▶ [The data]
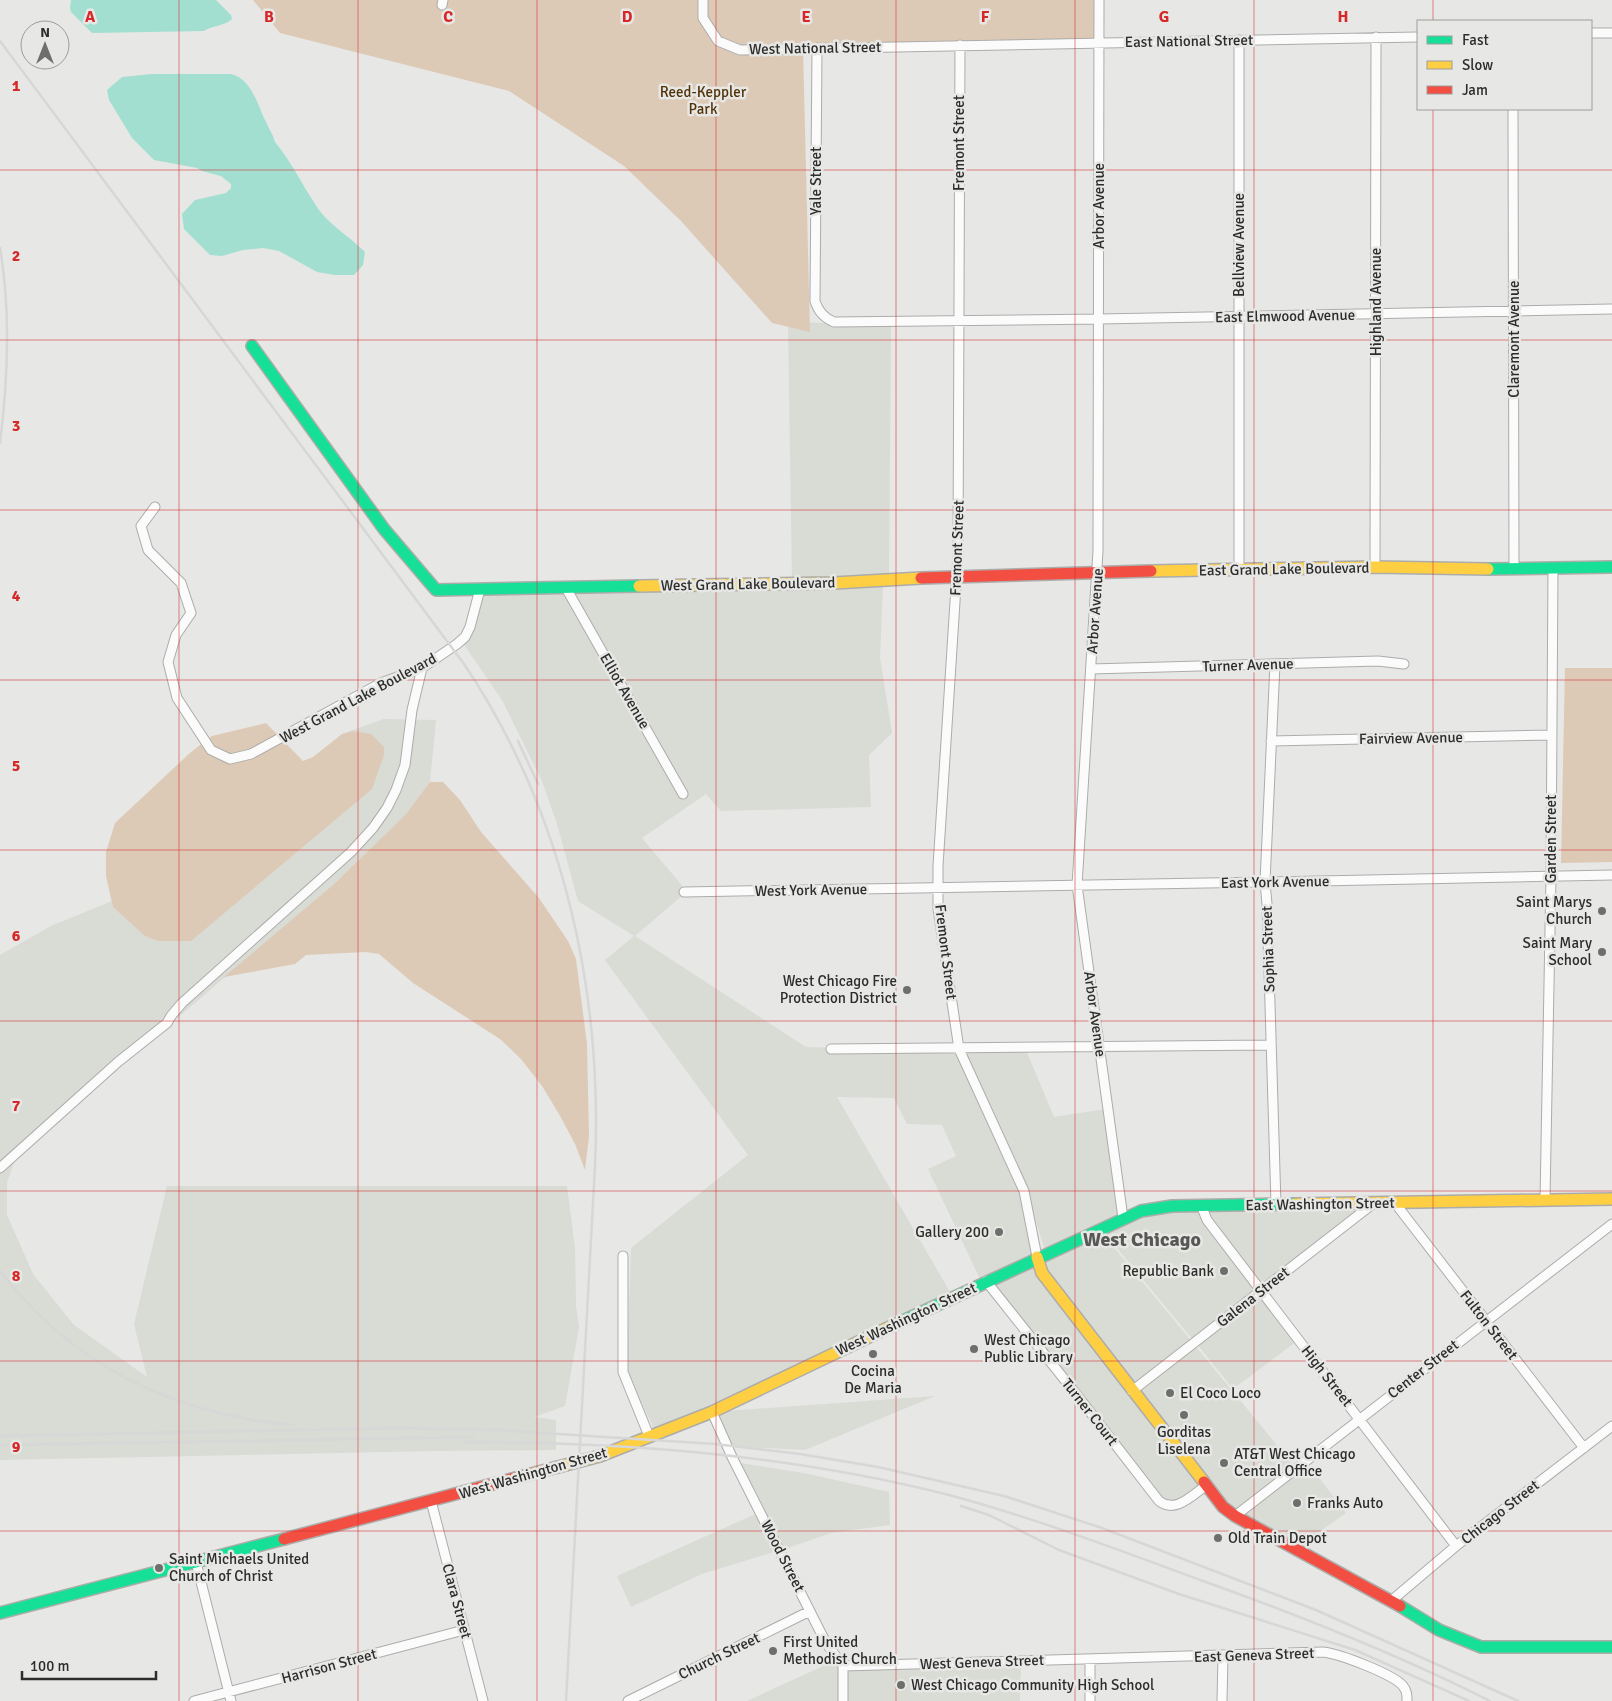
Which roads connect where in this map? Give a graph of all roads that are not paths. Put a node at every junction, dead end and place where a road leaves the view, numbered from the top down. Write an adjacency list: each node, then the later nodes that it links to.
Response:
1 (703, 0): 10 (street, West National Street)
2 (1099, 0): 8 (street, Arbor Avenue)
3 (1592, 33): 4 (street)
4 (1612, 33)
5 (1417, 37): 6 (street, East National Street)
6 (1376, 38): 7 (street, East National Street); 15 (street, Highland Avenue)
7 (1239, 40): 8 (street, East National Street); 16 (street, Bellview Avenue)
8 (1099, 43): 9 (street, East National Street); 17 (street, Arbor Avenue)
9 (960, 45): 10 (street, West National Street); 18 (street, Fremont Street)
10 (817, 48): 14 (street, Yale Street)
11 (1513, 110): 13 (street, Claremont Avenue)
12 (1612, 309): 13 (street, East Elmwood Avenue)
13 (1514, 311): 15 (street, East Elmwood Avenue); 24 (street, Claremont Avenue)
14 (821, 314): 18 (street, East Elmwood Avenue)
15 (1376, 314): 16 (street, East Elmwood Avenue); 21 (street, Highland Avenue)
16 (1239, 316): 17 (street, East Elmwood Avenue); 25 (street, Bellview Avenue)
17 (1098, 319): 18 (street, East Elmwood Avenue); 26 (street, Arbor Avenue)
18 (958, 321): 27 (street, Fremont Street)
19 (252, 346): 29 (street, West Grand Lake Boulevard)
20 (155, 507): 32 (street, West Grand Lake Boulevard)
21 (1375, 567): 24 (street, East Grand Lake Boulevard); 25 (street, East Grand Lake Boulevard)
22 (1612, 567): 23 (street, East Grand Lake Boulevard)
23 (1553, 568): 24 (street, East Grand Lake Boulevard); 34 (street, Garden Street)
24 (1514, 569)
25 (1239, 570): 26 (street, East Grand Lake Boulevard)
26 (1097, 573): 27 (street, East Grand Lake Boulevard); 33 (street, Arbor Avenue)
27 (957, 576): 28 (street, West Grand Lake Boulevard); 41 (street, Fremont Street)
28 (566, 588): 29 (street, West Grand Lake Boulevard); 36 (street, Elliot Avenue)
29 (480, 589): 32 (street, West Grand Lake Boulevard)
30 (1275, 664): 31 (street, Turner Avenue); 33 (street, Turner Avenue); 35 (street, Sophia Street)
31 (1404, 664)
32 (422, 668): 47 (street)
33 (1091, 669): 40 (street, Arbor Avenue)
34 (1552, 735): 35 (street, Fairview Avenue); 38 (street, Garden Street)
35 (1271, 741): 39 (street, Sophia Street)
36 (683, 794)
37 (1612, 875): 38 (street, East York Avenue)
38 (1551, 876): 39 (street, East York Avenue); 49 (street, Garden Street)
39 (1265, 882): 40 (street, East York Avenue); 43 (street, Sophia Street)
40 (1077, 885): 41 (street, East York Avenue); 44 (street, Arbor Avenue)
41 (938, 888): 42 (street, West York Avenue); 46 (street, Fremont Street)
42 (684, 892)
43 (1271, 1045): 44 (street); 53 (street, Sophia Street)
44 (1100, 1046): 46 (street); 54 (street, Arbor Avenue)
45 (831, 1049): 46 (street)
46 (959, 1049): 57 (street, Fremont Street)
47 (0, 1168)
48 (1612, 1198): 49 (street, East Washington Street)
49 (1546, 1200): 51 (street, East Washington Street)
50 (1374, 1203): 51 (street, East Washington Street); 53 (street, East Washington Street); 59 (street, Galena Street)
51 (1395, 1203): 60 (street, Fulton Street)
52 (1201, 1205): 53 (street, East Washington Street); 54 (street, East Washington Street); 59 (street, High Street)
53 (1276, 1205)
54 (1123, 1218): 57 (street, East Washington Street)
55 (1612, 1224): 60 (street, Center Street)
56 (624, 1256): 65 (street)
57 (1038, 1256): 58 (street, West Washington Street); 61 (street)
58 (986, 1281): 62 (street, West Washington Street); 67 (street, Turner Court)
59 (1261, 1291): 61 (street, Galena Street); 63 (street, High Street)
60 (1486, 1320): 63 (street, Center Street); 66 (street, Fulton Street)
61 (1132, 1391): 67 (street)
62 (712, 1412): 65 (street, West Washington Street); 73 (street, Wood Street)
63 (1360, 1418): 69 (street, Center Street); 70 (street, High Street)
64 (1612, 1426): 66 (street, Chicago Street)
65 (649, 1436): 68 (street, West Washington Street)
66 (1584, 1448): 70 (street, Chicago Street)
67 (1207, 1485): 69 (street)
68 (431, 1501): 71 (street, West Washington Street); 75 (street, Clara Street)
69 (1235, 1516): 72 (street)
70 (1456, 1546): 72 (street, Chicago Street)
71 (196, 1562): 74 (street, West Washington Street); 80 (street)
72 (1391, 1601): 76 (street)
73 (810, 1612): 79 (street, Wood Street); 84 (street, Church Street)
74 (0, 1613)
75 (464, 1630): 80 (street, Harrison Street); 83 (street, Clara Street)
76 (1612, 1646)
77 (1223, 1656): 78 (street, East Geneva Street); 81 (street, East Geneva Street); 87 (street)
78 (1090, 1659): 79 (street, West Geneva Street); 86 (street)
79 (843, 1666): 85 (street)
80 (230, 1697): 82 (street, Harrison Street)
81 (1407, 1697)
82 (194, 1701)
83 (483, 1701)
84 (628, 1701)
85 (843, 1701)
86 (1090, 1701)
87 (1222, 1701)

---

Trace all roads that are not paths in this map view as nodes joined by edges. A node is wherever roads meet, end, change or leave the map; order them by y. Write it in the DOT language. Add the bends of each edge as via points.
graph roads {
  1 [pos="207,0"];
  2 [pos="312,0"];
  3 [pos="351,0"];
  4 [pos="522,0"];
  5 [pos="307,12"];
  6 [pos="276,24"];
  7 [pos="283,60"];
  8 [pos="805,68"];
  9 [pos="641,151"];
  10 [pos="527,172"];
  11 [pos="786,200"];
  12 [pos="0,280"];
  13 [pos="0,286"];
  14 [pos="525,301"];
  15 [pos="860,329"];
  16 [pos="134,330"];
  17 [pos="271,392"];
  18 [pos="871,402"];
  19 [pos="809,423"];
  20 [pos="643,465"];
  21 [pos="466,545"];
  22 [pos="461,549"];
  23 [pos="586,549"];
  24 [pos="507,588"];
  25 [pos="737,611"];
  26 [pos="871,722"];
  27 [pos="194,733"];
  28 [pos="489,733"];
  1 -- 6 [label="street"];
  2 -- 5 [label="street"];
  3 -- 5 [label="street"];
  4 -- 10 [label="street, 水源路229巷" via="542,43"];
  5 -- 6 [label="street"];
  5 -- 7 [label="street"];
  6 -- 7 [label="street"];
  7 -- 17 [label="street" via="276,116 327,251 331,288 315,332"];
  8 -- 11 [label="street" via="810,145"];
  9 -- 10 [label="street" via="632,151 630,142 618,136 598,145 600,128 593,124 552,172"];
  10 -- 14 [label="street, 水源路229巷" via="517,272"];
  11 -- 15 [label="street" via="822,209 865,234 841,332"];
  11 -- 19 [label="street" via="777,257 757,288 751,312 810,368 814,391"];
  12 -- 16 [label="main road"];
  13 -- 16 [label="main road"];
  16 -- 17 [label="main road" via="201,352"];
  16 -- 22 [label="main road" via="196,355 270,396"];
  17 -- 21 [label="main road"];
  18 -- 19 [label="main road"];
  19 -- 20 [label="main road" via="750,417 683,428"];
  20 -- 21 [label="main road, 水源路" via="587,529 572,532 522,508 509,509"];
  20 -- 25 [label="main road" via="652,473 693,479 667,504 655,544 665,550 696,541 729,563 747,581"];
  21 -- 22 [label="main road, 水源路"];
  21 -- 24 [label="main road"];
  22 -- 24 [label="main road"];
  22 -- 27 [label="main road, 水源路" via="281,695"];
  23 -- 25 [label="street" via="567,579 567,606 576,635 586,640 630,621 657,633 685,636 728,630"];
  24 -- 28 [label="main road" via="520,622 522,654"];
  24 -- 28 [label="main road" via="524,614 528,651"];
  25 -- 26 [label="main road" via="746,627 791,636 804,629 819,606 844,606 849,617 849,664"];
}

▶ [Required action]
Report how many lines in the data include the word "Turner". Nothing else is needed.

▶ [Response area]
2